A co się dzieje, że w głębi serca są Węgrami? Europejska tak, ale węgierska – w XXI wieku nie powinna już taka być. To nie jest postępowe. W każdym razie nie należy się przechwalać faktem, że zacofany rząd Kossutha (obecnie Orbána) zatrudniał w wojsku migrantów. Jeśli jednak przyjmowaliśmy wówczas migrantów, powinniśmy przyjmować ich także dzisiaj. Dobrze, że zginęli za wolność Węgier, w przypadku dzisiejszych ludzi powinniśmy się cieszyć, jeśli nie zginie przez nich ani jedna osoba tubylcza, ale nie poddamy się.

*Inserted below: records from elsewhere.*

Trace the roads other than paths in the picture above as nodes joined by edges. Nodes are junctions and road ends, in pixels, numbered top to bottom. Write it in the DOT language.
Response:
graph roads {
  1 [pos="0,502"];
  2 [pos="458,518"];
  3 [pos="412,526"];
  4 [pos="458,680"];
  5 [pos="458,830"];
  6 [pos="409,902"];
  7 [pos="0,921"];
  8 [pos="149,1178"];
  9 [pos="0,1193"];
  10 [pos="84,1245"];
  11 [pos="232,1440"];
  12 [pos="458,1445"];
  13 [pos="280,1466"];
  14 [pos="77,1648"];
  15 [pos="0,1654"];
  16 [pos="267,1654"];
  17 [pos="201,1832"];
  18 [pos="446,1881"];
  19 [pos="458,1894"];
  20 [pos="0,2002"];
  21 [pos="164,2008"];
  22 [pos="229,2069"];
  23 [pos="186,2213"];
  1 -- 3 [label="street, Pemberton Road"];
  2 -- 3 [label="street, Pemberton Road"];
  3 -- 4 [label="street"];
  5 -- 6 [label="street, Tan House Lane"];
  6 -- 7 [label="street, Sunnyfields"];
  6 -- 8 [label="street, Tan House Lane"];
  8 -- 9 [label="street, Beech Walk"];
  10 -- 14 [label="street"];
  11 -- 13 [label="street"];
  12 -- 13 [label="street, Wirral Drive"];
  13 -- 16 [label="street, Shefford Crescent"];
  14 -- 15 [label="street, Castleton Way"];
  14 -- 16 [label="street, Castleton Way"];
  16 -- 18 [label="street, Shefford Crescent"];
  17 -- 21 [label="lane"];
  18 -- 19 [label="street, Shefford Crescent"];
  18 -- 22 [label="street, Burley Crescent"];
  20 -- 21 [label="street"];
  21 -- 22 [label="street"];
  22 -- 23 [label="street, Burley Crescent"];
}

To także migrant, to także migrant, prawda?

Prawdziwe zaskoczenie kryje się jednak w ostatnim zdaniu zapowiedzi. Oto ona:

„Dlatego zdaniem patriotycznych socjaldemokratów zadaniem każdego przyszłego polityka węgierskiego jest ciągła walka o niepodległość narodową w celu zachowania suwerenności kraju”.

Teraz naprawdę tego nie rozumiem. Partia Zsozsó, a dokładniej jej wściekła współprzewodnicząca Ágnes Kunhalmi i przywódca jej frakcji Bertalan Tóth, wirtualnie potrząsając pięściami, rozmawiali o ustawie o ochronie suwerenności w ATV, czy ten Molnár tu przyjeżdża i chce chronić suwerenność? I wspomina o niepodległości, mimo że oni i cała opozycja też w uzależnieniu od UE widzą ratunek przed obaleniem rządu? Brzydki wujku, nie powinno się takich rzeczy mówić nawet w Isaszegu.

Albo… jeśli masz rację, było coś podobnego. Sprawca o nazwisku Gy.Ferenc wszczął zamieszki przeciwko Węgrom, którzy rozdzielili się za granicą pod pretekstem referendum w sprawie podwójnego obywatelstwa, a następnie jego następca Attila Mesterházy w Kolozsvár przeprosił prezesa MSZP.

Czy Molnár jest dzisiejszym domem mistrzowskim? Nie przeprasza, ale udaje, że jego partia globalistyczna nagle uzyskała suwerenność? A może tak naprawdę nie macie tego na myśli, wystarczy przygotować się do wyborów unijnych i samorządowych i myślicie, że takimi stwierdzeniami można zdobyć głosy?

Może w Mocy nie przeszkadza ci to jeszcze? Może to wszystko to tylko żart i Zsolti Molnár nadal jest imperialnym szturmowcem, chce tylko wyglądać jak Jedi?